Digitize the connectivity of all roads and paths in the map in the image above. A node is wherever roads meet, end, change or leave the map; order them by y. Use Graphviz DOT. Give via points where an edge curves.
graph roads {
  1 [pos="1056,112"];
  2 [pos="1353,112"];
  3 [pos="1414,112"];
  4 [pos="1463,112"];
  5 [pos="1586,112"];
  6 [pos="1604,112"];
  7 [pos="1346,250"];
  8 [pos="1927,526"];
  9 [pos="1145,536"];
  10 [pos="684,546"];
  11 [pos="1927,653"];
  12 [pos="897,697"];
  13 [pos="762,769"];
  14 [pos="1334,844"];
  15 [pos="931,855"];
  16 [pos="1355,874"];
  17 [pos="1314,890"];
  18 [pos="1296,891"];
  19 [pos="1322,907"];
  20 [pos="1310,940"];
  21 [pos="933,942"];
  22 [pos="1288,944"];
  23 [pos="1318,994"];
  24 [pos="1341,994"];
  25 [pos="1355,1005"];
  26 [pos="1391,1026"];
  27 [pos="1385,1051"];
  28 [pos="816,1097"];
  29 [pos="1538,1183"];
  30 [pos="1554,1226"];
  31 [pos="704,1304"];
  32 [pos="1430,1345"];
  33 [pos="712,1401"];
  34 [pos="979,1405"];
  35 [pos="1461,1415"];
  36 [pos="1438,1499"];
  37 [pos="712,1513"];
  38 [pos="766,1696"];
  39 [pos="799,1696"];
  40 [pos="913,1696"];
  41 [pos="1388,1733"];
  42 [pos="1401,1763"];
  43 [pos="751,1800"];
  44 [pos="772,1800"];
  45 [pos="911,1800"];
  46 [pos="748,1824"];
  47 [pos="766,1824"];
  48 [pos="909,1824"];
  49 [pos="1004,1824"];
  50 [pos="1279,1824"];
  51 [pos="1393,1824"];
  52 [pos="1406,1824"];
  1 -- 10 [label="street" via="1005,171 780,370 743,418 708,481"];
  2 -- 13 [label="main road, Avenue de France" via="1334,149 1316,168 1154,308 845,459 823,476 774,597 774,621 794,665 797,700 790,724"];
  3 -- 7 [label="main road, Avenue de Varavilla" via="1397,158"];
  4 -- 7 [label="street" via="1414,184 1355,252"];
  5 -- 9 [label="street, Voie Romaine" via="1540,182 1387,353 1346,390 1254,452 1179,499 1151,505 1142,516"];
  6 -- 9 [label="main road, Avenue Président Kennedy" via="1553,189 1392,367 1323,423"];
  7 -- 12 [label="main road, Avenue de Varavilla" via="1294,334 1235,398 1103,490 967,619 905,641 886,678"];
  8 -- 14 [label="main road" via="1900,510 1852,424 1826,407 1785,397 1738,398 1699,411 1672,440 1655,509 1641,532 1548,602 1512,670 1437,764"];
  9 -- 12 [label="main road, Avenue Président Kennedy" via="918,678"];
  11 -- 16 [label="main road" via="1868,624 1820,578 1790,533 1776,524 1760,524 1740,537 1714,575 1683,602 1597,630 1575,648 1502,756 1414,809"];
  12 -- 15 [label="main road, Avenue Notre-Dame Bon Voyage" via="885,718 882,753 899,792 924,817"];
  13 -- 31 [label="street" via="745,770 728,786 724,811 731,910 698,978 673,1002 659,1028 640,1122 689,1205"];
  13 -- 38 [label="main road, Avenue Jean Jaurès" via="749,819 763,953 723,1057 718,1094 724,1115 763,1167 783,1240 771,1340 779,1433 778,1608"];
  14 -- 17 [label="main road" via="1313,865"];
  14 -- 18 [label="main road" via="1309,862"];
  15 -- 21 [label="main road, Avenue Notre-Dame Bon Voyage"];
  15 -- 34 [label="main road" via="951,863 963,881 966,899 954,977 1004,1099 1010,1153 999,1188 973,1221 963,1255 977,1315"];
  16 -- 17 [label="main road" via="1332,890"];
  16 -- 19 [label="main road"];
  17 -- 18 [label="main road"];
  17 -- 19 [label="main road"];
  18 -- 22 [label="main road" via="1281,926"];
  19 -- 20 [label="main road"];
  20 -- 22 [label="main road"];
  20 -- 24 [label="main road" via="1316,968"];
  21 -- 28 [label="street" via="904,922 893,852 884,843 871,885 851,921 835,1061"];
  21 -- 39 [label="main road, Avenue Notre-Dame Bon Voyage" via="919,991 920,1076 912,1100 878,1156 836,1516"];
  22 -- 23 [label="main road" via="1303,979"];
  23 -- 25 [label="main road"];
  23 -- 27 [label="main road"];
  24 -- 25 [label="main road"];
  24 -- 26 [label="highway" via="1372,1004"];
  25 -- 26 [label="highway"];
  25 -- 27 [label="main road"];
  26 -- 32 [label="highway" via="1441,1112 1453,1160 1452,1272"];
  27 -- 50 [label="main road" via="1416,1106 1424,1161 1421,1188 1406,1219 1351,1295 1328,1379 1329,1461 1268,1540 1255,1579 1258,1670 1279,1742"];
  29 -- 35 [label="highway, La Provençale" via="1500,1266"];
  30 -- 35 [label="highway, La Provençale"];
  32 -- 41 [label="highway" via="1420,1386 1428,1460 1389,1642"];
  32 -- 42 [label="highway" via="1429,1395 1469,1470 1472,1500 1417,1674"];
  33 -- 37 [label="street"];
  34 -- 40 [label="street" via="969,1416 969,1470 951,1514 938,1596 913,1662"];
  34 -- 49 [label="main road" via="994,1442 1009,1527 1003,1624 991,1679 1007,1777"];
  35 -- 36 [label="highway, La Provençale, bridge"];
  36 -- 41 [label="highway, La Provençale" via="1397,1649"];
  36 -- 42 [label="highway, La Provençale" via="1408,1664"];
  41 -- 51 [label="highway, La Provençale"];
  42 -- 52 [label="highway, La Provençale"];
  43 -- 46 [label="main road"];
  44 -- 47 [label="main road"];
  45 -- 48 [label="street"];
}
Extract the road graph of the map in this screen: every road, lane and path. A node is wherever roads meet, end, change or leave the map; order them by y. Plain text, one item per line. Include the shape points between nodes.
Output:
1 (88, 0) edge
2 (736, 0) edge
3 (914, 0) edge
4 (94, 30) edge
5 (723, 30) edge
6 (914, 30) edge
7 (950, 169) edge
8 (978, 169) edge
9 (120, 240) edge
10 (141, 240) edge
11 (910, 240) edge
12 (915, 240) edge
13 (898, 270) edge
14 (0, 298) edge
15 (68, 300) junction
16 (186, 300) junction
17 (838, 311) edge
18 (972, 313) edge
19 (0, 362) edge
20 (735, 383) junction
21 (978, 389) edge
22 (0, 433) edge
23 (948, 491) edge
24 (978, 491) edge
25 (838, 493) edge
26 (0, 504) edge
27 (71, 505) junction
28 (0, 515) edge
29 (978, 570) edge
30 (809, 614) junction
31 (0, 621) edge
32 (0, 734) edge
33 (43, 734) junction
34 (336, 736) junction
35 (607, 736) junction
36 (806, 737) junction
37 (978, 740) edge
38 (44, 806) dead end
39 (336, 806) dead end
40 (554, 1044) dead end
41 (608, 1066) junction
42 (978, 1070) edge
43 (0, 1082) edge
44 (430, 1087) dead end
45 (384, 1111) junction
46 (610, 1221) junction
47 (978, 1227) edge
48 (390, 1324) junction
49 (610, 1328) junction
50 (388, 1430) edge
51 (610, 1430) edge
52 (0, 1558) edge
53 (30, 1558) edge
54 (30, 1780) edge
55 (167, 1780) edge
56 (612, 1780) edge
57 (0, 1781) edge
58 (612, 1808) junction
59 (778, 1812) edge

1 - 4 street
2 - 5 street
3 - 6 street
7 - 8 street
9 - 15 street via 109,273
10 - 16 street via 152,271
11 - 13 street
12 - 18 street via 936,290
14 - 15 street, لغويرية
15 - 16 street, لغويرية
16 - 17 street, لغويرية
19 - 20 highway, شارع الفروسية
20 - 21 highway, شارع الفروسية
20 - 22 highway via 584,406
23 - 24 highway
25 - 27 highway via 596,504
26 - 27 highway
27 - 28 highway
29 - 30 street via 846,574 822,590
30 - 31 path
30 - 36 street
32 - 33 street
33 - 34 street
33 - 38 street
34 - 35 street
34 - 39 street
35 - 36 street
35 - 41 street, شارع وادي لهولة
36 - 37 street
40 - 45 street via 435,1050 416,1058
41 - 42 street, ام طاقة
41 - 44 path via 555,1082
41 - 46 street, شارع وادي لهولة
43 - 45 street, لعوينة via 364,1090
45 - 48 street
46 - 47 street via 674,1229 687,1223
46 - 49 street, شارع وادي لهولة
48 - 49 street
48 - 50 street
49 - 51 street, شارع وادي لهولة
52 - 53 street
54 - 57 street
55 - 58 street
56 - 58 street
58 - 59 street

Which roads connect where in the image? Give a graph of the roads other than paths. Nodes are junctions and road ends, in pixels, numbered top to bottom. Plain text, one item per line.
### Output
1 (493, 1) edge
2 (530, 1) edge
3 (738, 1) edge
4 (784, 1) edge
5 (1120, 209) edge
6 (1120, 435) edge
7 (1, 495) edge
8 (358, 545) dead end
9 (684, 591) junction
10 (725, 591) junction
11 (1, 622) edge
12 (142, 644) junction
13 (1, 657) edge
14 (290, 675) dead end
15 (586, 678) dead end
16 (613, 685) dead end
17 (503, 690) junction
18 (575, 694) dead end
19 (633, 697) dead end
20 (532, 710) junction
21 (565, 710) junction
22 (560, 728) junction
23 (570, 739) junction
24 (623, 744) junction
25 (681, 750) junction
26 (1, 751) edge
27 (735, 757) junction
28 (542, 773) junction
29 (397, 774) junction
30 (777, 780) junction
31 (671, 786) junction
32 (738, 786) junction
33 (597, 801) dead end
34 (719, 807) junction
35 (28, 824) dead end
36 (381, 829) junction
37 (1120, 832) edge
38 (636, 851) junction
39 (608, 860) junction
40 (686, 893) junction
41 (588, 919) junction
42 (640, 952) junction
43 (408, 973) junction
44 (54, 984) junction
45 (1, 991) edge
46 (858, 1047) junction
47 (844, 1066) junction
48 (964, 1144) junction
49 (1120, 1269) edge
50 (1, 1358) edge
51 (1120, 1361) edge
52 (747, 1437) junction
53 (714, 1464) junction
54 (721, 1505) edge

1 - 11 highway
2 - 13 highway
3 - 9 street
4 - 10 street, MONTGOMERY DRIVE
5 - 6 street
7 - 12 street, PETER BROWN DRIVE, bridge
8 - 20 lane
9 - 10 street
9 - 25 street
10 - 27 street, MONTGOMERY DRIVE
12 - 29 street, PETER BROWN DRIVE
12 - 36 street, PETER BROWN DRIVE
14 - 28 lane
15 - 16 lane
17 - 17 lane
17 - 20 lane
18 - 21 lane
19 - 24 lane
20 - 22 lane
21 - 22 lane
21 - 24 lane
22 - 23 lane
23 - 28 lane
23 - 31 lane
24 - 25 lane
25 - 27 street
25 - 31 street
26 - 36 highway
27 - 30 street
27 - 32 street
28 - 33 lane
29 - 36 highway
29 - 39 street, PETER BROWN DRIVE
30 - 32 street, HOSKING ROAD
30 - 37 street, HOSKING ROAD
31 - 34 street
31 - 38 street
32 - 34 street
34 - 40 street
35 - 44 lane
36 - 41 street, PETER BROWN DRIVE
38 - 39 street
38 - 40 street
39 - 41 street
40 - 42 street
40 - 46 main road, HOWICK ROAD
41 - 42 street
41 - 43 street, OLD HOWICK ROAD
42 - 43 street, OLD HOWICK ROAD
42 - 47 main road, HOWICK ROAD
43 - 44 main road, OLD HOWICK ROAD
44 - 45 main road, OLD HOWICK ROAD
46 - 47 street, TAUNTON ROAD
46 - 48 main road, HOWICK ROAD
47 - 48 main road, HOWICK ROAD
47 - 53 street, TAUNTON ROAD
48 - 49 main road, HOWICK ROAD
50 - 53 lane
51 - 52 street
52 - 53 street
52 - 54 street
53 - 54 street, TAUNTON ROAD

● ● ● ●

Work order:
Every line in the material above that has the word "Kennedy" should be copied.

Exercise answer:
  6 -- 9 [label="main road, Avenue Président Kennedy" via="1553,189 1392,367 1323,423"];
  9 -- 12 [label="main road, Avenue Président Kennedy" via="918,678"];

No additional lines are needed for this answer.